Julia DeWahl, cofounder of Antares, discusses building nuclear microreactors for US military and critical infrastructure. She covers the dramatic regulatory improvements under both Biden and Trump administrations, the bipartisan nuclear renaissance driven by AI hyperscalers' power demands, and why true energy resilience requires more than solar and batteries. DeWahl shares lessons from SpaceX and Opendoor, including the importance of customer obsession and technical rigor, while explaining Antares' path to demonstrating their first reactor by 2027.

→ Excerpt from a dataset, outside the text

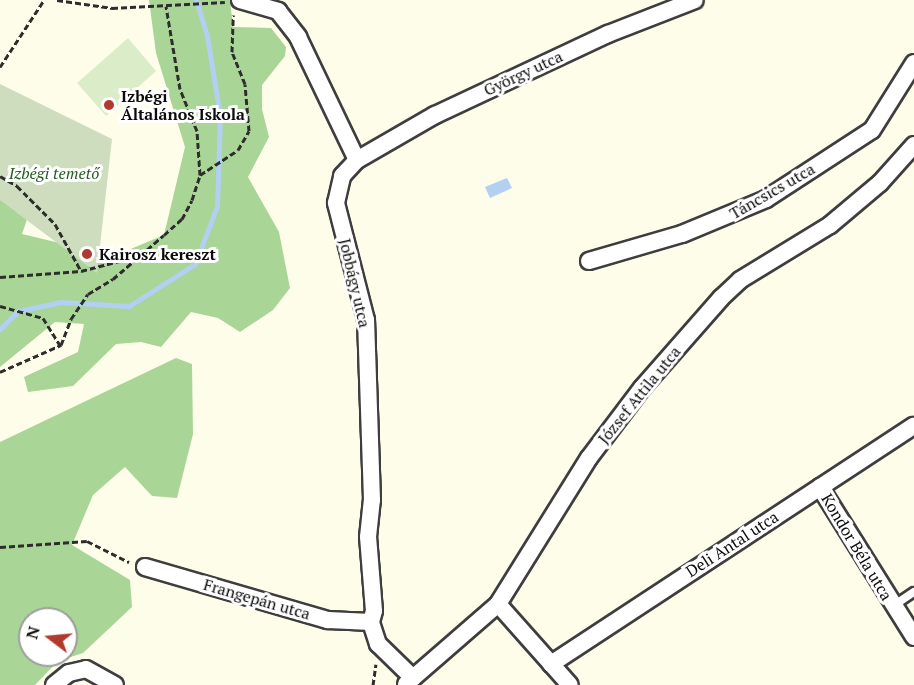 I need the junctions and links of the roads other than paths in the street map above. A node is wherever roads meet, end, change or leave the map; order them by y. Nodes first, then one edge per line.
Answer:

DeWahl shares formative experiences from Opendoor (sitting outside bagel shops to understand home sellers) and SpaceX (bringing first Starlink customers to all-hands, leading to dedicated mounting solutions team). These experiences shaped her approach to understanding customer pain points and building cross-functional teams to solve them.

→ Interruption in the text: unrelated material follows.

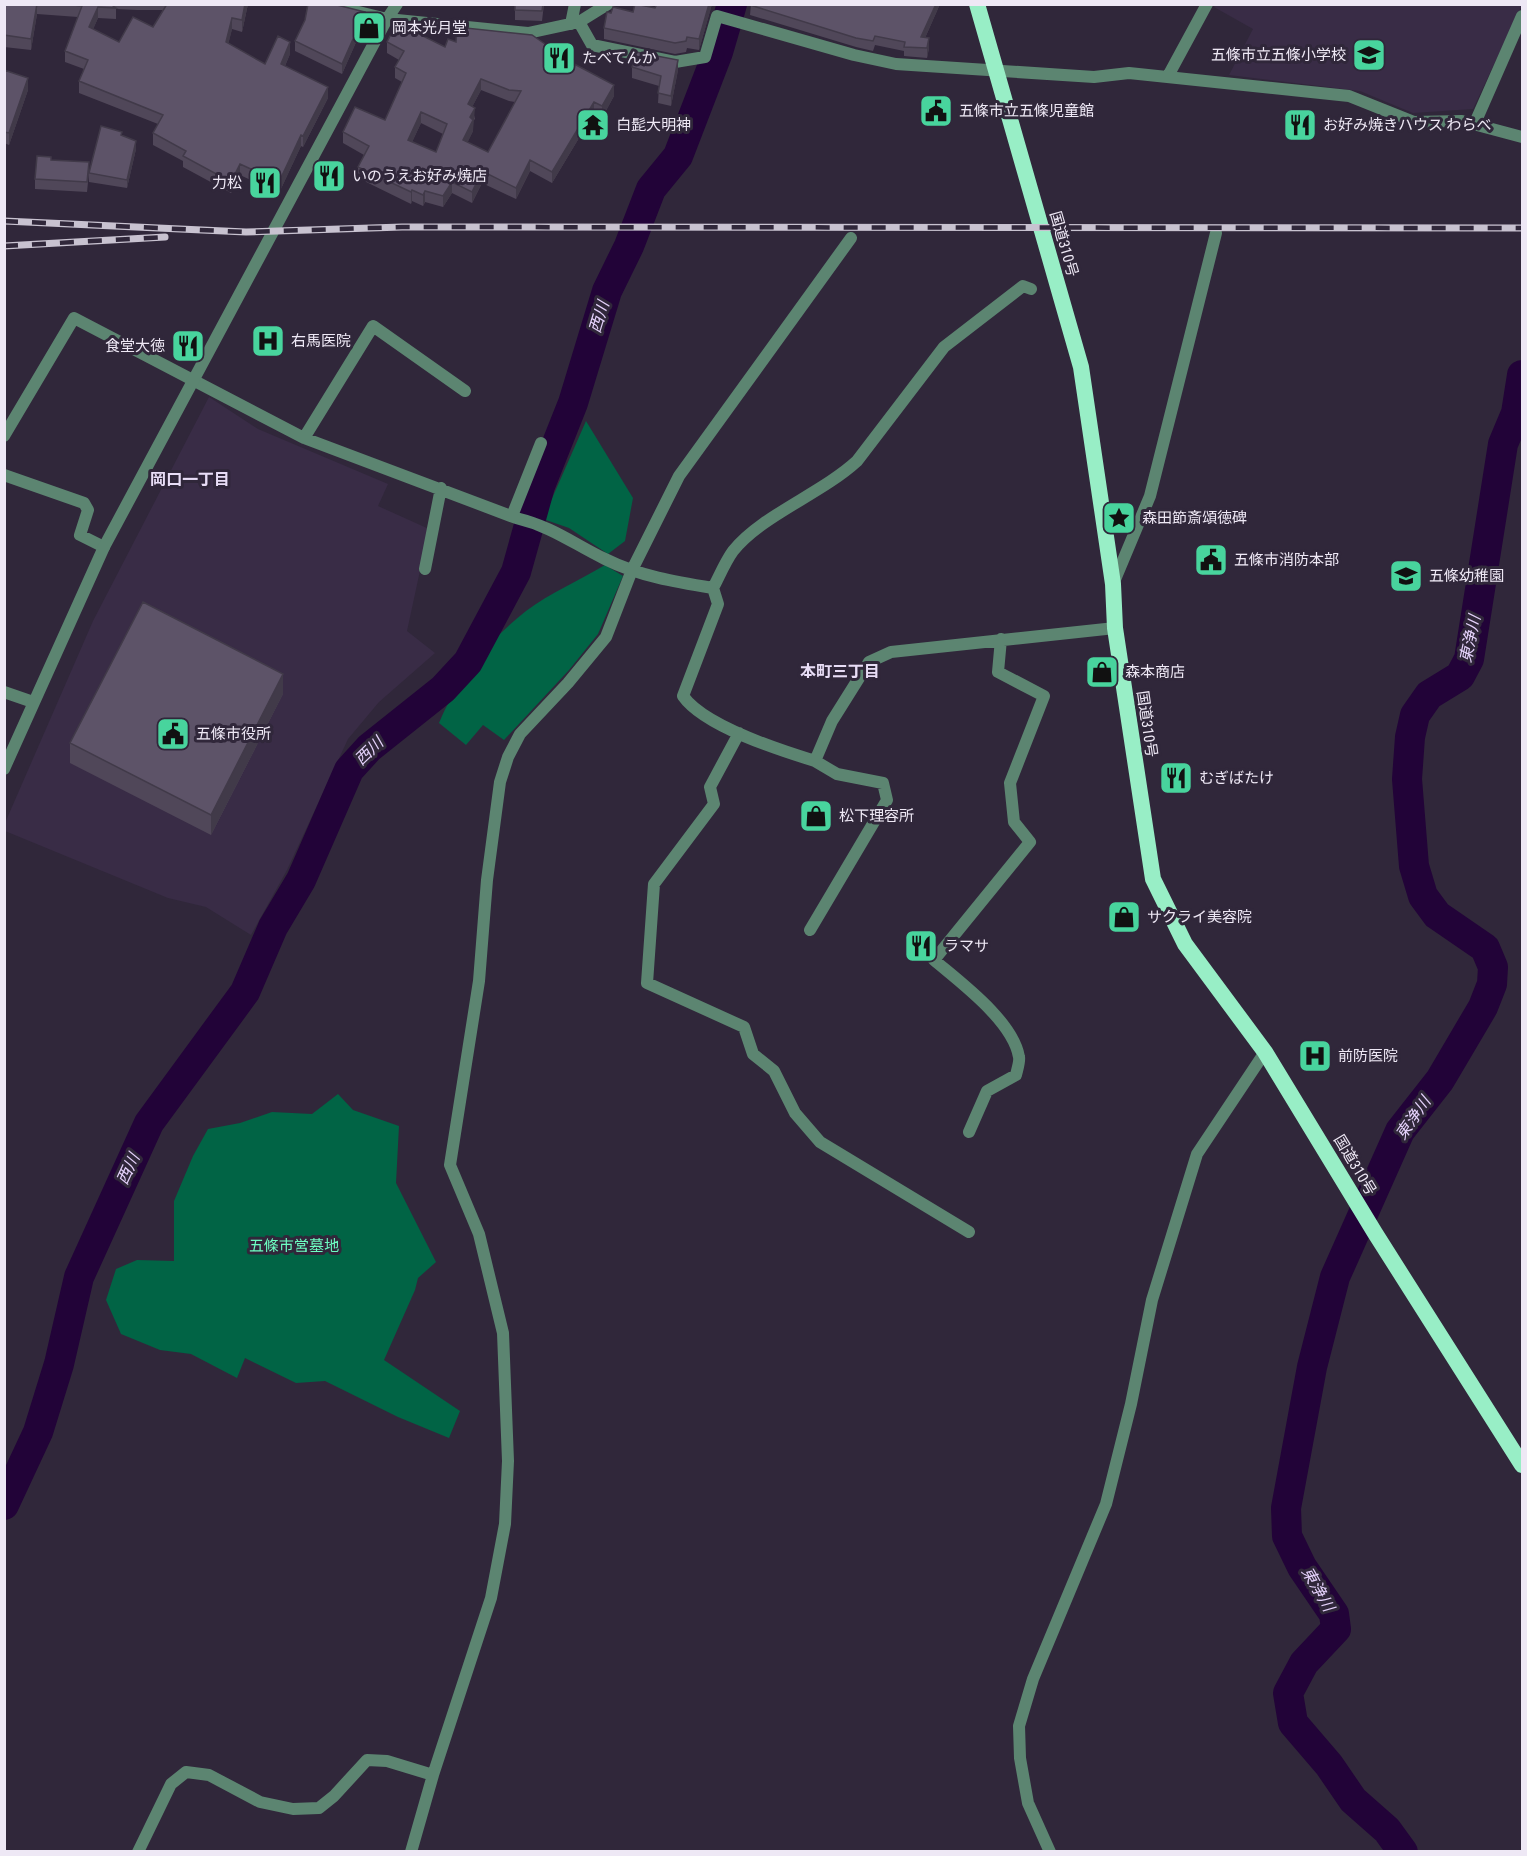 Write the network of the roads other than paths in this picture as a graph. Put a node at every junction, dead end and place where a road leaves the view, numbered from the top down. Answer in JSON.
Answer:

Antares builds microreactors in the hundreds of kilowatts range (smaller than submarine reactors), designed to replace diesel generators for critical infrastructure. Target applications include military bases, missile defense sites, and eventually commercial off-grid uses like oil rigs and underwater systems.
Antares plans criticality testing in 2026 and first demonstration unit by 2027. Critically, new Trump-era policy creates a DOE regulatory pathway alongside traditional NRC licensing, allowing reactor testing through Idaho National Lab without upfront NRC approval. The Army's JANIS program offers milestone-based funding modeled on SpaceX's COTS program.

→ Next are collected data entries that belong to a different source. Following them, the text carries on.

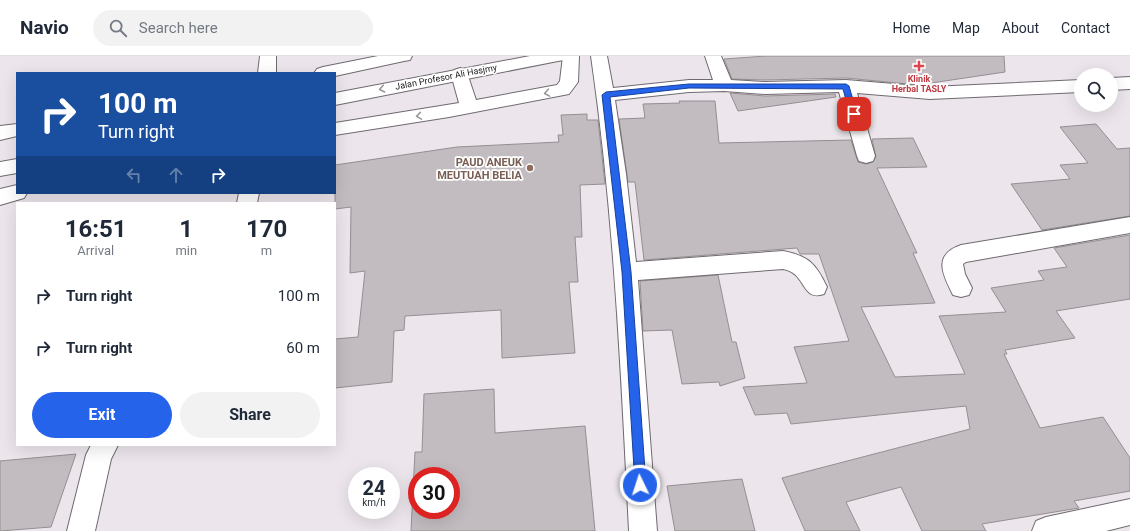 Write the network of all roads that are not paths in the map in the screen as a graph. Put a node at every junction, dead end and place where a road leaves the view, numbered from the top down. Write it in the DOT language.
graph roads {
  1 [pos="268,56"];
  2 [pos="404,56"];
  3 [pos="558,56"];
  4 [pos="571,56"];
  5 [pos="599,56"];
  6 [pos="713,56"];
  7 [pos="267,72"];
  8 [pos="328,72"];
  9 [pos="460,74"];
  10 [pos="1130,83"];
  11 [pos="1118,84"];
  12 [pos="724,85"];
  13 [pos="846,86"];
  14 [pos="1074,86"];
  15 [pos="606,95"];
  16 [pos="336,99"];
  17 [pos="469,108"];
  18 [pos="336,129"];
  19 [pos="16,130"];
  20 [pos="0,133"];
  21 [pos="866,156"];
  22 [pos="16,166"];
  23 [pos="0,169"];
  24 [pos="16,193"];
  25 [pos="0,197"];
  26 [pos="1130,225"];
  27 [pos="627,272"];
  28 [pos="816,287"];
  29 [pos="961,288"];
  30 [pos="104,446"];
  31 [pos="1130,512"];
  32 [pos="80,531"];
  33 [pos="643,531"];
  34 [pos="1046,531"];
  1 -- 7 [label="street"];
  2 -- 8 [label="street"];
  3 -- 9 [label="street, Jalan Profesor Ali Hasjmy"];
  4 -- 17 [label="street, one-way"];
  5 -- 15 [label="street"];
  6 -- 12 [label="street"];
  9 -- 16 [label="street, Jalan Profesor Ali Hasjmy, one-way"];
  9 -- 17 [label="street"];
  10 -- 11 [label="street"];
  12 -- 13 [label="street"];
  12 -- 15 [label="street"];
  13 -- 14 [label="street"];
  13 -- 21 [label="street"];
  15 -- 27 [label="street"];
  17 -- 18 [label="street, one-way"];
  19 -- 20 [label="street"];
  22 -- 23 [label="street"];
  24 -- 25 [label="street"];
  26 -- 29 [label="street"];
  27 -- 28 [label="street"];
  27 -- 33 [label="street"];
  30 -- 32 [label="street"];
  31 -- 34 [label="street"];
} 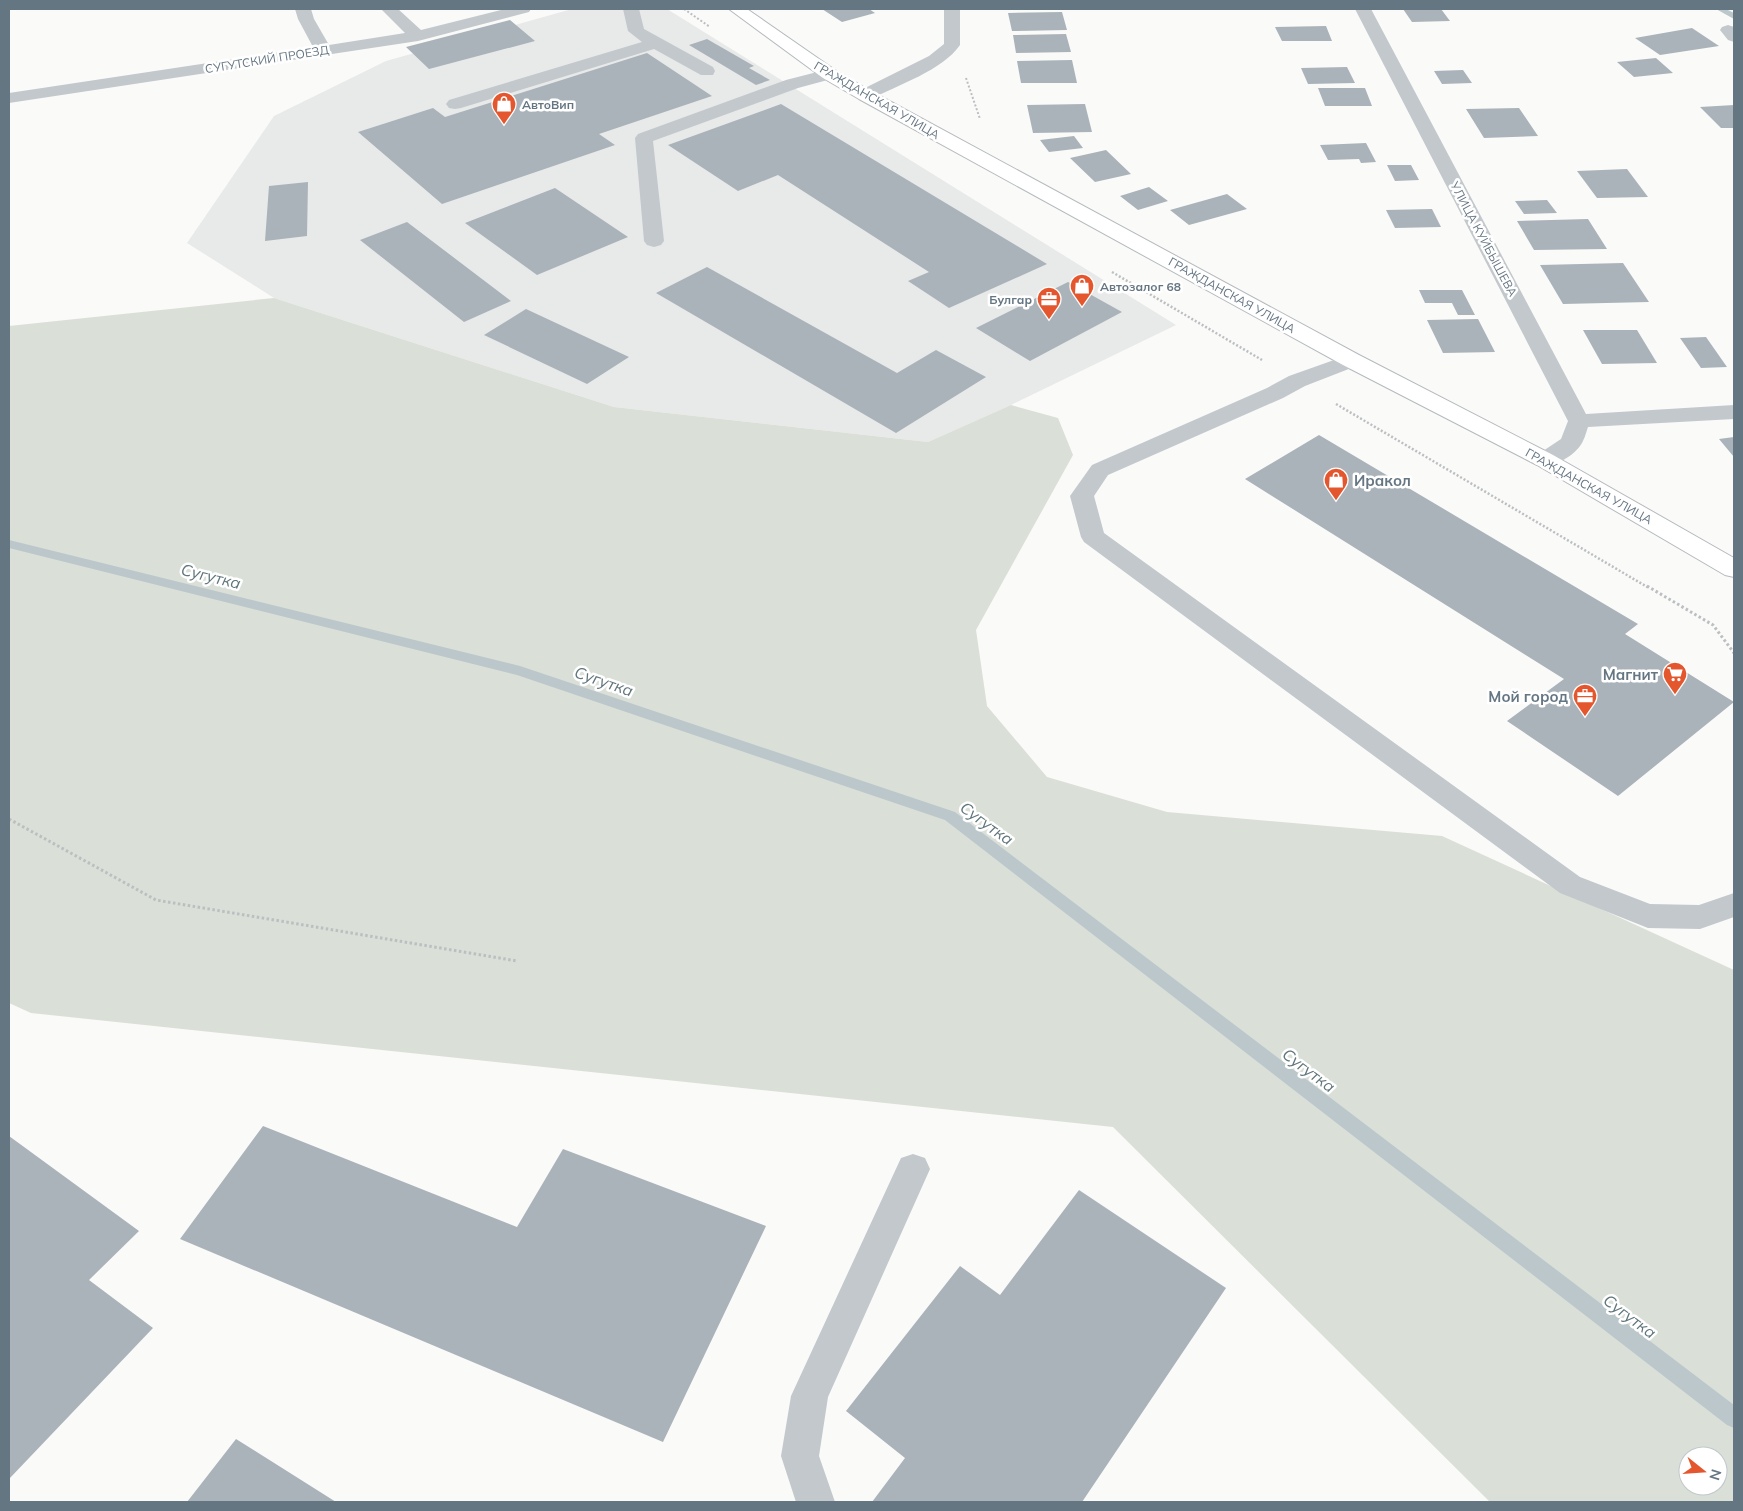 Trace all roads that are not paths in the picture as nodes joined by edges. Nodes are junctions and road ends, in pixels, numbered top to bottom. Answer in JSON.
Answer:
{"nodes":[{"id":1,"x":303,"y":9,"type":"edge"},
{"id":2,"x":389,"y":9,"type":"edge"},
{"id":3,"x":523,"y":9,"type":"edge"},
{"id":4,"x":631,"y":9,"type":"edge"},
{"id":5,"x":737,"y":9,"type":"edge"},
{"id":6,"x":952,"y":9,"type":"edge"},
{"id":7,"x":1363,"y":9,"type":"edge"},
{"id":8,"x":418,"y":36,"type":"junction"},
{"id":9,"x":656,"y":43,"type":"junction"},
{"id":10,"x":324,"y":51,"type":"junction"},
{"id":11,"x":708,"y":71,"type":"dead end"},
{"id":12,"x":828,"y":74,"type":"junction"},
{"id":13,"x":865,"y":95,"type":"junction"},
{"id":14,"x":9,"y":98,"type":"edge"},
{"id":15,"x":455,"y":104,"type":"dead end"},
{"id":16,"x":654,"y":241,"type":"dead end"},
{"id":17,"x":1351,"y":360,"type":"junction"},
{"id":18,"x":1734,"y":412,"type":"edge"},
{"id":19,"x":1580,"y":422,"type":"junction"},
{"id":20,"x":1545,"y":460,"type":"junction"},
{"id":21,"x":1734,"y":569,"type":"edge"},
{"id":22,"x":1734,"y":905,"type":"edge"},
{"id":23,"x":912,"y":1169,"type":"dead end"},
{"id":24,"x":815,"y":1502,"type":"edge"}],
"edges":[{"from":1,"to":10,"type":"street"},
{"from":2,"to":8,"type":"street"},
{"from":3,"to":8,"type":"street","name":"СУГУТСКИЙ ПРОЕЗД"},
{"from":4,"to":9,"type":"street"},
{"from":5,"to":12,"type":"main road","name":"ГРАЖДАНСКАЯ УЛИЦА"},
{"from":6,"to":13,"type":"street"},
{"from":7,"to":19,"type":"street","name":"УЛИЦА КУЙБЫШЕВА"},
{"from":8,"to":10,"type":"street","name":"СУГУТСКИЙ ПРОЕЗД"},
{"from":9,"to":11,"type":"street"},
{"from":9,"to":15,"type":"street"},
{"from":10,"to":14,"type":"street","name":"СУГУТСКИЙ ПРОЕЗД"},
{"from":12,"to":13,"type":"main road","name":"ГРАЖДАНСКАЯ УЛИЦА"},
{"from":12,"to":16,"type":"street"},
{"from":13,"to":17,"type":"main road","name":"ГРАЖДАНСКАЯ УЛИЦА"},
{"from":17,"to":20,"type":"main road","name":"ГРАЖДАНСКАЯ УЛИЦА"},
{"from":17,"to":22,"type":"street"},
{"from":18,"to":19,"type":"street"},
{"from":19,"to":20,"type":"street"},
{"from":20,"to":21,"type":"main road","name":"ГРАЖДАНСКАЯ УЛИЦА"},
{"from":23,"to":24,"type":"street"}]}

Both Biden and Trump administrations have dramatically reformed nuclear regulation. Biden changed NRC's mandate from safety-only (where zero reactors is 'safest') to considering broader environmental impact. Trump added 18-month licensing timelines and opened DOE pathways. Legislation passes 95-5 in Senate, showing rare bipartisan consensus.
Public support for nuclear has increased nearly 20 percentage points to 60%+ in recent years. Opposition now comes from aging Cold War-era activists (like 'Mothers for Peace' at Diablo Canyon hearings), while younger generations drive support. DeWahl participated in activism to keep Diablo Canyon open, which succeeded.
While solar panels are cheap, achieving true 24/7 coverage with batteries costs as much as nuclear due to massive overbuild requirements and hidden grid complexity costs. Hyperscalers pursuing carbon commitments choose nuclear despite solar costs because they need firm, baseload power. Energy diversity provides resilience against supply chain vulnerabilities.
US currently imports ~50% of uranium from Russia and ex-Soviet states, with only 1% domestically mined until recently. Conversion and enrichment largely done overseas. New reshoring efforts include uranium mining in Western states and General Matter (Founders Fund-backed) entering enrichment space with Silicon Valley approach.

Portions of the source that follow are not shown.